[Task details]
Say the data back exactly as it is written below.

START Data for this task

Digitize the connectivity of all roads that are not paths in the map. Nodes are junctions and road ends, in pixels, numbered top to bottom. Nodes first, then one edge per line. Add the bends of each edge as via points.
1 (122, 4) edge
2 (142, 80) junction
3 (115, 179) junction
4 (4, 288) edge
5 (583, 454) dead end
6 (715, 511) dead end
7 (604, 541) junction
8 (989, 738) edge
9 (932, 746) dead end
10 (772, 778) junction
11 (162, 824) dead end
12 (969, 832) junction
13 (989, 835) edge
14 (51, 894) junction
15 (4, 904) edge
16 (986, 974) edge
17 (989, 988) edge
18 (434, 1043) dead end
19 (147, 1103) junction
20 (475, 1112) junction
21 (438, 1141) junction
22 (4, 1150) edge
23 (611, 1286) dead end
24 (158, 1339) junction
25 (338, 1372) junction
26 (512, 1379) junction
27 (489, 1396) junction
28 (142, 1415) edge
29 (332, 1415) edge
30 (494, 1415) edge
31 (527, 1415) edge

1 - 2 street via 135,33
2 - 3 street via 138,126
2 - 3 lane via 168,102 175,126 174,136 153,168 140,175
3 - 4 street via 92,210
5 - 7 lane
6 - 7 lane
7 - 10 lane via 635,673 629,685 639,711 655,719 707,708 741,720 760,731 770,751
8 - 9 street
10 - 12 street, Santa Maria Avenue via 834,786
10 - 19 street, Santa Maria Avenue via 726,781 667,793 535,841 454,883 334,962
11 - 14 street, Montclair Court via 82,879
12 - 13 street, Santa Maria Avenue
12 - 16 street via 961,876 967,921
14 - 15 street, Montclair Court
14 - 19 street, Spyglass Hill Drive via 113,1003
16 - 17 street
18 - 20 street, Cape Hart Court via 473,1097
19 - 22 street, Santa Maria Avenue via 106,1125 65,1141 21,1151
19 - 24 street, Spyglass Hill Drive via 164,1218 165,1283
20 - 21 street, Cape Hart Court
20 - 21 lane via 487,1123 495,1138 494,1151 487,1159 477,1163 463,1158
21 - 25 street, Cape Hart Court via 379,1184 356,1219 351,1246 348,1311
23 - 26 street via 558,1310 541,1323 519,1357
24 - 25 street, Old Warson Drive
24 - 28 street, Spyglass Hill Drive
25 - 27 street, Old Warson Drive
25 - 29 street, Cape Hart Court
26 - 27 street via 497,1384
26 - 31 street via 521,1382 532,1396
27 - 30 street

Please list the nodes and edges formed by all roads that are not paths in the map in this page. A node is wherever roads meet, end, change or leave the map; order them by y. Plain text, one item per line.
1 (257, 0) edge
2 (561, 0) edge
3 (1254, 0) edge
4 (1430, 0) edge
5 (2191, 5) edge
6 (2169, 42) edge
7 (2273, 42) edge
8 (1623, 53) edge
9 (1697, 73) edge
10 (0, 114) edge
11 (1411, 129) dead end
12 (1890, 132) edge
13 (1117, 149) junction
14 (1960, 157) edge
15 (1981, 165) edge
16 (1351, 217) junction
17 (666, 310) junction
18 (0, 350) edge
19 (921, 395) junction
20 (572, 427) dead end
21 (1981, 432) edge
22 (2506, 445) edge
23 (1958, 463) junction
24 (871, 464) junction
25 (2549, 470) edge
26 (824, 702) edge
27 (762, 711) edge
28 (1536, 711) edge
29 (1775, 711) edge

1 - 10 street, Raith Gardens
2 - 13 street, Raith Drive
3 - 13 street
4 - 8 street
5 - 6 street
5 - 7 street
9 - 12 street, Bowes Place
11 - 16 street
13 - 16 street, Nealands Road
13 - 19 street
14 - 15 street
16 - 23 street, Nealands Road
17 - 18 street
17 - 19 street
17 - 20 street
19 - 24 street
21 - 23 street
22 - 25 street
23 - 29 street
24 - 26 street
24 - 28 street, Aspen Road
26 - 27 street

END Data for this task

[Problem solution]
Digitize the connectivity of all roads that are not paths in the map. Nodes are junctions and road ends, in pixels, numbered top to bottom. Nodes first, then one edge per line. Add the bends of each edge as via points.
1 (122, 4) edge
2 (142, 80) junction
3 (115, 179) junction
4 (4, 288) edge
5 (583, 454) dead end
6 (715, 511) dead end
7 (604, 541) junction
8 (989, 738) edge
9 (932, 746) dead end
10 (772, 778) junction
11 (162, 824) dead end
12 (969, 832) junction
13 (989, 835) edge
14 (51, 894) junction
15 (4, 904) edge
16 (986, 974) edge
17 (989, 988) edge
18 (434, 1043) dead end
19 (147, 1103) junction
20 (475, 1112) junction
21 (438, 1141) junction
22 (4, 1150) edge
23 (611, 1286) dead end
24 (158, 1339) junction
25 (338, 1372) junction
26 (512, 1379) junction
27 (489, 1396) junction
28 (142, 1415) edge
29 (332, 1415) edge
30 (494, 1415) edge
31 (527, 1415) edge

1 - 2 street via 135,33
2 - 3 street via 138,126
2 - 3 lane via 168,102 175,126 174,136 153,168 140,175
3 - 4 street via 92,210
5 - 7 lane
6 - 7 lane
7 - 10 lane via 635,673 629,685 639,711 655,719 707,708 741,720 760,731 770,751
8 - 9 street
10 - 12 street, Santa Maria Avenue via 834,786
10 - 19 street, Santa Maria Avenue via 726,781 667,793 535,841 454,883 334,962
11 - 14 street, Montclair Court via 82,879
12 - 13 street, Santa Maria Avenue
12 - 16 street via 961,876 967,921
14 - 15 street, Montclair Court
14 - 19 street, Spyglass Hill Drive via 113,1003
16 - 17 street
18 - 20 street, Cape Hart Court via 473,1097
19 - 22 street, Santa Maria Avenue via 106,1125 65,1141 21,1151
19 - 24 street, Spyglass Hill Drive via 164,1218 165,1283
20 - 21 street, Cape Hart Court
20 - 21 lane via 487,1123 495,1138 494,1151 487,1159 477,1163 463,1158
21 - 25 street, Cape Hart Court via 379,1184 356,1219 351,1246 348,1311
23 - 26 street via 558,1310 541,1323 519,1357
24 - 25 street, Old Warson Drive
24 - 28 street, Spyglass Hill Drive
25 - 27 street, Old Warson Drive
25 - 29 street, Cape Hart Court
26 - 27 street via 497,1384
26 - 31 street via 521,1382 532,1396
27 - 30 street

Please list the nodes and edges formed by all roads that are not paths in the map in this page. A node is wherever roads meet, end, change or leave the map; order them by y. Plain text, one item per line.
1 (257, 0) edge
2 (561, 0) edge
3 (1254, 0) edge
4 (1430, 0) edge
5 (2191, 5) edge
6 (2169, 42) edge
7 (2273, 42) edge
8 (1623, 53) edge
9 (1697, 73) edge
10 (0, 114) edge
11 (1411, 129) dead end
12 (1890, 132) edge
13 (1117, 149) junction
14 (1960, 157) edge
15 (1981, 165) edge
16 (1351, 217) junction
17 (666, 310) junction
18 (0, 350) edge
19 (921, 395) junction
20 (572, 427) dead end
21 (1981, 432) edge
22 (2506, 445) edge
23 (1958, 463) junction
24 (871, 464) junction
25 (2549, 470) edge
26 (824, 702) edge
27 (762, 711) edge
28 (1536, 711) edge
29 (1775, 711) edge

1 - 10 street, Raith Gardens
2 - 13 street, Raith Drive
3 - 13 street
4 - 8 street
5 - 6 street
5 - 7 street
9 - 12 street, Bowes Place
11 - 16 street
13 - 16 street, Nealands Road
13 - 19 street
14 - 15 street
16 - 23 street, Nealands Road
17 - 18 street
17 - 19 street
17 - 20 street
19 - 24 street
21 - 23 street
22 - 25 street
23 - 29 street
24 - 26 street
24 - 28 street, Aspen Road
26 - 27 street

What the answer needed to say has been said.